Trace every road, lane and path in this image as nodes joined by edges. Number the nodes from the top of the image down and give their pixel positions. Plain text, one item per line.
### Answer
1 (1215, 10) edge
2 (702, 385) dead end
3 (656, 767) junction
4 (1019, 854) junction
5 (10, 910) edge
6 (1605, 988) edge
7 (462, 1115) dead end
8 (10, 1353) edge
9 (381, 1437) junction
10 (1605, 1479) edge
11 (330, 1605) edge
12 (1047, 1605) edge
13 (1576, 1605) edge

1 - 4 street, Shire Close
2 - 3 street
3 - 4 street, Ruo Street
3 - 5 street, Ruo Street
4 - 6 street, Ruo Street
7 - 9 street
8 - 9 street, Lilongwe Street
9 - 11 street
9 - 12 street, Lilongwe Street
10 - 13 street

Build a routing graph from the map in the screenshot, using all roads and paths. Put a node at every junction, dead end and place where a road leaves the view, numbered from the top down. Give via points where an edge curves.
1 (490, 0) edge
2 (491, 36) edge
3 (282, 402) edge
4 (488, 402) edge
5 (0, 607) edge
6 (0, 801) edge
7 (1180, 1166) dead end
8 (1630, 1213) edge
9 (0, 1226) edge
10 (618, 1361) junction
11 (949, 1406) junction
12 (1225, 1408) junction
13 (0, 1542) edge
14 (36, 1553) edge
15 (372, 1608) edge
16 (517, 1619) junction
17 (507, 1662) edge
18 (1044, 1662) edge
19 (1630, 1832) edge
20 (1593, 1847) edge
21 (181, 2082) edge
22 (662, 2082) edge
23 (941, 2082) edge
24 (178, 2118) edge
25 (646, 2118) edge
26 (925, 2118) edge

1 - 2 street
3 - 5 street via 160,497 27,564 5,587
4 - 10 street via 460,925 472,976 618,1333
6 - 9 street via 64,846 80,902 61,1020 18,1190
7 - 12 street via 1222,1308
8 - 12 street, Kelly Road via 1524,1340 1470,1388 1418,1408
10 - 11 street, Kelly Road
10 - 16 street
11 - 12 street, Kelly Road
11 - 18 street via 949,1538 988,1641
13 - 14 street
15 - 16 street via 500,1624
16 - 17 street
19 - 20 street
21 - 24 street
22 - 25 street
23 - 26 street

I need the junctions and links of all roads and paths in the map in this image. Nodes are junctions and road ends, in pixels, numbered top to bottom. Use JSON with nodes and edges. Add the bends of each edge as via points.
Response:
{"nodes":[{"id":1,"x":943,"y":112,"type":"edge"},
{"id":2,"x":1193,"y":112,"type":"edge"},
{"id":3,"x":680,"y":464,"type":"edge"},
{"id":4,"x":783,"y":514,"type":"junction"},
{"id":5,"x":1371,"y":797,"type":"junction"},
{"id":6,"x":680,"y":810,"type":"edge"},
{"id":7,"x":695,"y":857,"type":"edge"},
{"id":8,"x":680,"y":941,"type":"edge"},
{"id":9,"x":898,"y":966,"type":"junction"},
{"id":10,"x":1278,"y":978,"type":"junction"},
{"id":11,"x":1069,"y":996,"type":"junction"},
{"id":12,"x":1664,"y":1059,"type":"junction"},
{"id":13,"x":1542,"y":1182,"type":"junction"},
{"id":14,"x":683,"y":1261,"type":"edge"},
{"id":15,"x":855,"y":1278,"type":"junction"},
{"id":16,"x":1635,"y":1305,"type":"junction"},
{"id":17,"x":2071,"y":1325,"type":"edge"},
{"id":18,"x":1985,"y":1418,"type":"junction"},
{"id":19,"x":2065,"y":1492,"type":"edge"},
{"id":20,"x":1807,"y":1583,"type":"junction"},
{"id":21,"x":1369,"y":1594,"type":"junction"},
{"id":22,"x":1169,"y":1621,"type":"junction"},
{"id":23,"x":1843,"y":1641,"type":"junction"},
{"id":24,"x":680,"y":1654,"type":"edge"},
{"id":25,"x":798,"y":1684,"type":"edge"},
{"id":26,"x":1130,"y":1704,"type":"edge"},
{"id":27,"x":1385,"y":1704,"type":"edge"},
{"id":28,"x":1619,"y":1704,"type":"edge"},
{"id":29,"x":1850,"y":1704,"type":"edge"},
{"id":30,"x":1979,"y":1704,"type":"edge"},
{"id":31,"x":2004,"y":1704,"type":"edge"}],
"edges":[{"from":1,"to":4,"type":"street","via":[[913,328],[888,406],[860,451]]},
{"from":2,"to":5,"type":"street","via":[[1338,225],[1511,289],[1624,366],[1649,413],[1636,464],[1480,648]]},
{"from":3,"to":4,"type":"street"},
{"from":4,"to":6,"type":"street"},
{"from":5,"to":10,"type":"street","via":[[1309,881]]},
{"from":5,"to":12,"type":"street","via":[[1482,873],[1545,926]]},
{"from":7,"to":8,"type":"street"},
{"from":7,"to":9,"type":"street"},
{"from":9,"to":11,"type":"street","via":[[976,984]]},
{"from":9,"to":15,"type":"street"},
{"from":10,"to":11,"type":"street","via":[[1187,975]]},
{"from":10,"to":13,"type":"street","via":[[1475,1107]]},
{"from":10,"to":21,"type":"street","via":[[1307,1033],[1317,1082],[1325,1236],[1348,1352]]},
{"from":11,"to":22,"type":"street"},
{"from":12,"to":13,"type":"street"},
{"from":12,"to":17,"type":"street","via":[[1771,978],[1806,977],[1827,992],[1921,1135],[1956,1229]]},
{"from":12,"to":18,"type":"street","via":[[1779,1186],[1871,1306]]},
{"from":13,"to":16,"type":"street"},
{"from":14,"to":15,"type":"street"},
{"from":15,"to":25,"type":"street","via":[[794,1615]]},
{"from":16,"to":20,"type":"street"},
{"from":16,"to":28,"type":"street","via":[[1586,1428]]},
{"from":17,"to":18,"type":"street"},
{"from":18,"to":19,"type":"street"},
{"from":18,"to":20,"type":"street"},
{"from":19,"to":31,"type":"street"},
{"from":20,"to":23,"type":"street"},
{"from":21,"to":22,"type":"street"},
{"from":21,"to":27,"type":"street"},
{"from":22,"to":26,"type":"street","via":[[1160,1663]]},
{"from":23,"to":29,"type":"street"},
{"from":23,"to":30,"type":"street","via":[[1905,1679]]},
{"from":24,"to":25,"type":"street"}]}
━━━━━━━━━━━━━━━━━━━━━━━━━━━━━━
What you will do =>
Say how many of the lines above include the word "this", giving the figure alone.

Expected answer =>
2